You can find the paper here: http://publications.ias.edu/sites/default/files/Number7.pdf

In short, fix a finite group $G$, and let $P$ be the set of primes dividing $|G|$. If $S$ is any conneccted scheme whose residue characteristics are not in $P$, then for any smooth stable curve $f : X\rightarrow S$ which has a section $g : S\rightarrow X$, and any geometric point $s\in S$, they define a 'relative fundamental group' $\pi_1(X/S,g,s)$, which is a projective system of finite etale group schemes over $S$ (where each member of the system has only prime divisors from $P$), which for our purposes we may identify with its limit.
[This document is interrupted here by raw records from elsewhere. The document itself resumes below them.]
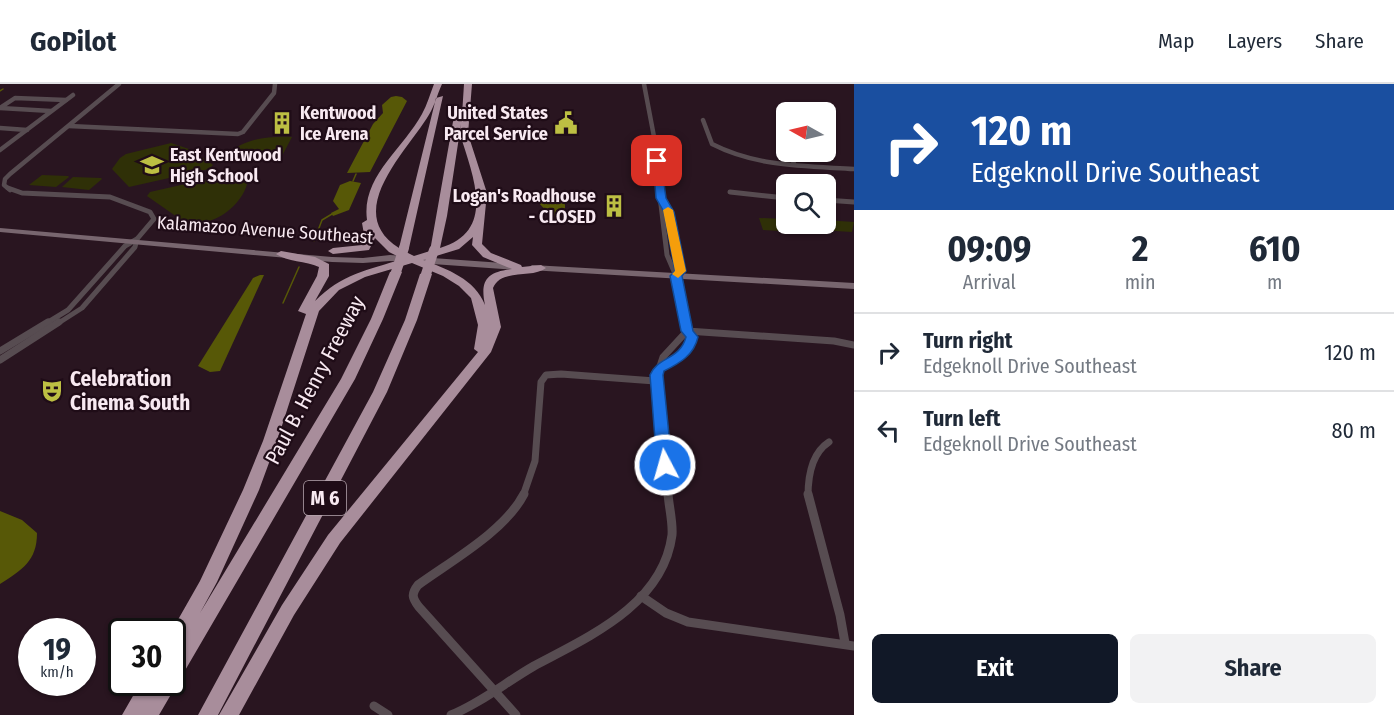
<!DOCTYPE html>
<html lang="en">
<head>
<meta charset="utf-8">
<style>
  body { margin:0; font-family:"Fira Sans Condensed",sans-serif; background:#f2f2f3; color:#1f2937; height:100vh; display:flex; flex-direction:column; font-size:22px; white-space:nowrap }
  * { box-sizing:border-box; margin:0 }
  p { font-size:20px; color:#747a83 }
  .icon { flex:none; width:33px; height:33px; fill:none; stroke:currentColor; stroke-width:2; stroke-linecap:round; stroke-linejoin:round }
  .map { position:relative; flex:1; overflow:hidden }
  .sheet { display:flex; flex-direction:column; background:#fff; width:540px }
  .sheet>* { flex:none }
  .top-card { background:#1a4fa0; color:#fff; overflow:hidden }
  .needle { width:39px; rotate:278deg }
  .tools { position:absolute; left:776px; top:18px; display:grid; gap:12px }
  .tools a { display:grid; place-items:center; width:60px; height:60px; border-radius:9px; background:#fff; box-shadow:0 2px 4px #0004; font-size:30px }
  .speed { position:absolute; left:18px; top:534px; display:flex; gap:12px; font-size:30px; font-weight:700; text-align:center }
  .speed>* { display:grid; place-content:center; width:78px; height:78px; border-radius:50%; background:#fff; box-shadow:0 2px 4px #0004; line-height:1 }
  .speed small { font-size:15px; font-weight:400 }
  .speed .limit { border:3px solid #111; border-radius:9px; background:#fff; color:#111 }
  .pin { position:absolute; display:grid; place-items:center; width:51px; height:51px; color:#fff; margin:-26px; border-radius:12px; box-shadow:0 3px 9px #0006 }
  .me { position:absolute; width:66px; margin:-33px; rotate:354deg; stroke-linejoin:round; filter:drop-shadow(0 0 4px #0008) }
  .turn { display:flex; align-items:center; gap:21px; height:126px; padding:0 18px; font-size:27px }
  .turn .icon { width:78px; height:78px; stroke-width:2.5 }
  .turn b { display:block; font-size:42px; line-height:51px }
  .eta { display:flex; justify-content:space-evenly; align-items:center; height:102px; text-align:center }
  .eta b { font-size:36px; font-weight:700; line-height:42px }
  .action { display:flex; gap:12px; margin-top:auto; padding:12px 18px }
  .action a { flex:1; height:69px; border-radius:9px; background:#111827; color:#fff; font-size:24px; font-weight:700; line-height:69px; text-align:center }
  .action a+a { background:#f2f2f3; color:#1f2937 }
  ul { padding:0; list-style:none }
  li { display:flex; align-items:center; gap:18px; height:78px; padding:0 18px; border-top:2px solid #e0e1e3 }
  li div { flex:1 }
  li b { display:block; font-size:22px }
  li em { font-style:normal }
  header { display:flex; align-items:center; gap:36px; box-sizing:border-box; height:84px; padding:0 30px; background:#fff; border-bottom:2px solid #e0e1e3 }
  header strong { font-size:28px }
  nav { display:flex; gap:33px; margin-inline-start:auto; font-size:21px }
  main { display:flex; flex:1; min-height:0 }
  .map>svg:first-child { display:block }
</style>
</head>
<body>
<header>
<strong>GoPilot</strong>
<nav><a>Map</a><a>Layers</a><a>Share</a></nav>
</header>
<main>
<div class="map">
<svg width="854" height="631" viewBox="0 0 854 631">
  <rect width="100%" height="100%" fill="#291520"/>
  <!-- green -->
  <g fill="#2f3007">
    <path d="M292,53L282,72L278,73L229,69C246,54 270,52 292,53Z"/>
    <polygon points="171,59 192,66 213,81 209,85 129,103 112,85 120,74 126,70"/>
    <path d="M234,89L248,94C247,112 229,130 212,136C205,139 195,139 187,140L147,112L150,108Z"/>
    <polygon points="42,91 68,92 69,93 56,103 29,101"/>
    <polygon points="73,93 101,94 102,95 89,106 62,103"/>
    <polygon points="759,134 786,135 786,140 825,140 825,136 854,138 852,148 819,146 820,149 763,146"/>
  </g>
  <!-- water -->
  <g fill="#575807">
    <polygon points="396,12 402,13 407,17 370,88 347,89 373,40 383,29 382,21 391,13"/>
    <polygon points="350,97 361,99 349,126 333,132 331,129 339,125 333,117 340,101"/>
    <polygon points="536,116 565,117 565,134 552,133"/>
    <polygon points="260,191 264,191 220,287 210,288 198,282 253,194"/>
    <path d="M0,427L22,436L37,449C37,477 22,486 0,500Z"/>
  </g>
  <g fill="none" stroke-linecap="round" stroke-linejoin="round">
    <!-- stream -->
    <g stroke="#575807" stroke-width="1.5">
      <polyline points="0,7 3,5"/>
      <polyline points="353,97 356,90"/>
      <polyline points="314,157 322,136 332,130"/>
      <polyline points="283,219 299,183"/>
    </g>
    <!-- minor-far3 -->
    <g stroke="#574c51" stroke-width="4.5">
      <polyline points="644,0 655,58 659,106"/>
      <polyline points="0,24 15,14 66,16"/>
      <polyline points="0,24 51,27"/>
      <path d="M703,36L712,60C757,83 805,82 854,85"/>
      <polyline points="69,42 238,50 243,48 274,9 275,0"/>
      <polyline points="0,44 27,46"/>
      <polyline points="825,53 829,54"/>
      <polyline points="0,66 73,11"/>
      <polyline points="790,68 794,80"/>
      <polyline points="10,106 4,101 5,95 10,90 119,0"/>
    </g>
    <!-- minor-far2 -->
    <g stroke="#574c51" stroke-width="5">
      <polyline points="8,104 22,109 110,113 150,128 154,135 137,155 125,162 68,226 45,240"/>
      <polyline points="659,104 667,171 676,192 686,240"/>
      <polyline points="730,108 786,114"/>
      <polyline points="662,115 673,140 680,187 676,192"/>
      <polyline points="825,116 854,118"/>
      <polyline points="57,240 82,224 135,163 137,155"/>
    </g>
    <!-- minor-far1 -->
    <g stroke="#574c51" stroke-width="7">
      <polyline points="687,247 834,257 854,261"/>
      <polyline points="0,267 48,238"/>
      <polyline points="0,276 59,238"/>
      <path d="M659,285C674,277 687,270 692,253L687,247L685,238"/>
      <polyline points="523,412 535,377 541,298 546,291 561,290 655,297"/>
      <polyline points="668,412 655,297 663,273 687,247"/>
      <path d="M808,412C808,392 812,369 829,358"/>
    </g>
    <!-- minor -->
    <g stroke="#574c51" stroke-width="9">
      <polyline points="808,410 840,531 845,559"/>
      <polyline points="641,512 666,529 688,538 854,562"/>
      <polyline points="374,622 388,631"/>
      <path d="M451,631C481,619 506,598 534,582C588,553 663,521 672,451C673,438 669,423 668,410"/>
      <path d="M516,631L419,523C412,514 411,510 418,501C451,477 505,447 524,410"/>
    </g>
    <!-- secondary -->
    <g fill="#78666f" fill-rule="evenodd">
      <polygon points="0,144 332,173 363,174 390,171 517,180 521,183 517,186 390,177 363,179 332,178 0,148"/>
      <polygon points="532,181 854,199 854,205 529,186 528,184"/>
    </g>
    <!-- motorway -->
    <g fill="#a88d9b" fill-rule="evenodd">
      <path d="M434,0H442C437,11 434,24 427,34C404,70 343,129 399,164L436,14L443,12L409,164L404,167L414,172L430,167L454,32L458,30L462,31L464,0H472L468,50L487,109L482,160L491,169L521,181L522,183L541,181L546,184C532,195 501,184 493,204L501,243L491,268L340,459L294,531L239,631H219L282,521L328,451L478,268L474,265L478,241L471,214L459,202L443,192L412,179L365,193L339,206L319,227L277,357L259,406L217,498L200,529L341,295L371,235L390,188L396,185L402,188L383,235L355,295L159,631H122L141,598H172V574L176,568L172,569L171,548L200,497L243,406L263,357L306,230L298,227L317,192L319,183C306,177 287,178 276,170L281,167L315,173L329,180V192L315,217C342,190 367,186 403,175L389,168L375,154L369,166L333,170L328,167L333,164L362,161L365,156L362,139L367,136C361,93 403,65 422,30C427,21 430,10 434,0ZM461,40L460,50C472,90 498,147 440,164L447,132ZM473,153L472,161L483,173L512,185C486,188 480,197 485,221C475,195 447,185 423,176L459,165Z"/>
      <polygon points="426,187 432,190 417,236 387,308 218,631 198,631 373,308 405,236 420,190"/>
    </g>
    <!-- motorway-bridge -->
    <g stroke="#a88d9b" stroke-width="10">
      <polyline points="396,188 404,164"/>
      <polyline points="426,190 434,166"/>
    </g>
  </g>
  <!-- route -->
  <path fill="#1a73e8" stroke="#114b97" stroke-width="1.5" d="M657,74L661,77L666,114L674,128L686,187L682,192L693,247L698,253C694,271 680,279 664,287L663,291L672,381L665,386L657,381L650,291C657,273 680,276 686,253L681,247L670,192L675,187L664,128L656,114L653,77Z"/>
  <!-- slow -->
  <polygon fill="#f59e0b" points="668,123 673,126 686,187 678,194 672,190 675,187 663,126"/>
  <!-- icons -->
  <defs>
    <g id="building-bare" transform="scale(1.8)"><path d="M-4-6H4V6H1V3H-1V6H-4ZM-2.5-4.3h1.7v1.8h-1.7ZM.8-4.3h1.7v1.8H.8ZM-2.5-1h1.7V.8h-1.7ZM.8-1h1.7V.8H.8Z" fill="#bdbf43" stroke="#1f0c17" stroke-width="2.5" paint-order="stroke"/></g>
    <g id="civic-bare" transform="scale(1.8)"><path d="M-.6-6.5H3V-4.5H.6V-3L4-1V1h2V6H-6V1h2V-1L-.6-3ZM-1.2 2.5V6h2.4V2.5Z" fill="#bdbf43" stroke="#1f0c17" stroke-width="2.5" paint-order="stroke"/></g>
    <g id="school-bare" transform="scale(1.8)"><path d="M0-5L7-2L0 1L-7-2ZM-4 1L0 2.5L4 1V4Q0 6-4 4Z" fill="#bdbf43" stroke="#1f0c17" stroke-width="2.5" paint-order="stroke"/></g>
    <g id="theatre-bare" transform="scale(1.8)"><path d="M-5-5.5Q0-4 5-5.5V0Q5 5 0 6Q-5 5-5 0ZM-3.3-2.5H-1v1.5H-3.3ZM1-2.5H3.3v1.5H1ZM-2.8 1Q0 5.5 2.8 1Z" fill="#bdbf43" stroke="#1f0c17" stroke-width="2.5" paint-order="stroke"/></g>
  </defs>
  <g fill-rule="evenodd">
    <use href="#building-bare" x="282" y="39"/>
    <use href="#civic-bare" x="566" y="39"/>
    <use href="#school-bare" x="152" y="81"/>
    <use href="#building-bare" x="614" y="122"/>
    <use href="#theatre-bare" x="52" y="307"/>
  </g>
  <g text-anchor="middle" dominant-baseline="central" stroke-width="4.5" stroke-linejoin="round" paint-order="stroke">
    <!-- far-poi labels -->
    <g font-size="18" font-weight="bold" fill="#f8e9f1" stroke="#1f0c17" text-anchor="start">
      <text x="300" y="29">Kentwood<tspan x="300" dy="21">Ice Arena</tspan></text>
      <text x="548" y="29" text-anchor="end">United States<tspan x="548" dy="21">Parcel Service</tspan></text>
      <text x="170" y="71">East Kentwood<tspan x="170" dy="21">High School</tspan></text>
      <text x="596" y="112" text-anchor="end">Logan's Roadhouse<tspan x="596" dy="21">- CLOSED</tspan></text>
    </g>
    <!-- far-street labels -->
    <g font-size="18" fill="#f8e9f1" stroke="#1f0c17">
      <text transform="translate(265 146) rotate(4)">Kalamazoo Avenue Southeast</text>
    </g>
    <!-- shield labels -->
    <rect fill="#1f0c17" stroke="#b7a7b0" stroke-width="1.5" x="304" y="397" width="42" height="34" rx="4.5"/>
    <g font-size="20" font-weight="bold" fill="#f8e9f1">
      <text x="325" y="414">M 6</text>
    </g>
    <!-- poi labels -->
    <g font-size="21" font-weight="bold" fill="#f8e9f1" stroke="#1f0c17" text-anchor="start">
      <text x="70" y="295">Celebration<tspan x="70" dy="24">Cinema South</tspan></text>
    </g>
    <!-- street labels -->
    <g font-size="21" fill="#f8e9f1" stroke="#1f0c17">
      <text transform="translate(315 296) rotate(-62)">Paul B. Henry Freeway</text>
    </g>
  </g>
</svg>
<div class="tools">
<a><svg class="needle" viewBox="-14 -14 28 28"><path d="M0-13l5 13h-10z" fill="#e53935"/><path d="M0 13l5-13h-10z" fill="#747a83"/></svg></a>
<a><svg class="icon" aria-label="search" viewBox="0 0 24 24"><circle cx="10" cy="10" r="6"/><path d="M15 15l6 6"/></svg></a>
</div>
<div class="speed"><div>19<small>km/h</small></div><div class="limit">30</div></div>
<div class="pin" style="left:657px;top:77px;background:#d93025"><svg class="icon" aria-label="arrive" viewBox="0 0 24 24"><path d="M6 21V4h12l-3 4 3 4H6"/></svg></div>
<svg class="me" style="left:665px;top:381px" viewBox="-20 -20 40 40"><circle r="17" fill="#1a73e8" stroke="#fff" stroke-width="3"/><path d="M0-11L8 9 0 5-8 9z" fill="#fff"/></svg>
</div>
<section class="sheet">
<div class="top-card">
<div class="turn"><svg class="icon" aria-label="right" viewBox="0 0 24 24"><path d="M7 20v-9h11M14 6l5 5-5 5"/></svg><div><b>120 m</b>Edgeknoll Drive Southeast</div></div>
</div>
<div class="eta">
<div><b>09:09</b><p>Arrival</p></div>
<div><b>2</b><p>min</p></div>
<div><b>610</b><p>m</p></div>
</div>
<ul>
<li><svg class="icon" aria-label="right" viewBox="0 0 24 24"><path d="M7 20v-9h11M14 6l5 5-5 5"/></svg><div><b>Turn right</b><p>Edgeknoll Drive Southeast</p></div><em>120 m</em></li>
<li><svg class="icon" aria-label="left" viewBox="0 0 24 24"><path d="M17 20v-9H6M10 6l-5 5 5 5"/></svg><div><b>Turn left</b><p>Edgeknoll Drive Southeast</p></div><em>80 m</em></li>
</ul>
<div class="action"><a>Exit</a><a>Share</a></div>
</section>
</main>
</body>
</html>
They define the sheaf $\text{Hom}_S^\text{ext}(\pi_1(X/S),G)$ on the big etale site $(\text{Sch}/S)_{etale}$ sending $$(T\rightarrow S)\mapsto\text{Hom}_T(\pi_1(X/S,g,s)_T,G_T)/\pi_1(X/S,g,s)$$ where $G_T$ is the constant group scheme over $T$ associated to $G$, and $\pi_1(X/S,g,s)$ acts by inner automorphisms on the domain. This is actually finite locally constant, hence representable, since $\pi_1(X/S,g,s)$ is finitely generated. Since changing $g$ or $s$ results in fundamental groups which are canonically isomorphic up to inner automorphism, this sheaf is indepedent of the choice of $g,s$.

**My question:**
Right before definition 5.6, they say that since sections (ie, the $g$) exist locally in the etale topology, the sheaf $\text{Hom}_S^\text{ext}(\pi_1(X/S),G)$ makes sense without assuming there to be exist a section over $S$. My question is, if there is no section over $S$, but only one over an etale covering $S'\rightarrow S$, then sure you can define the sheaf $\text{Hom}_{S'}^\text{ext}(\pi_1(X/S),G)$ over $S'$, but in general giving a scheme/sheaf over $S'$ doesn't uniquely define a scheme/sheaf over $S$ (ie, there are many sheaves over $S$ whose pullback is the given sheaf over $S'$), so if $X/S$ doesn't admit a section over $S$, then how are they defining the sheaf over $S$?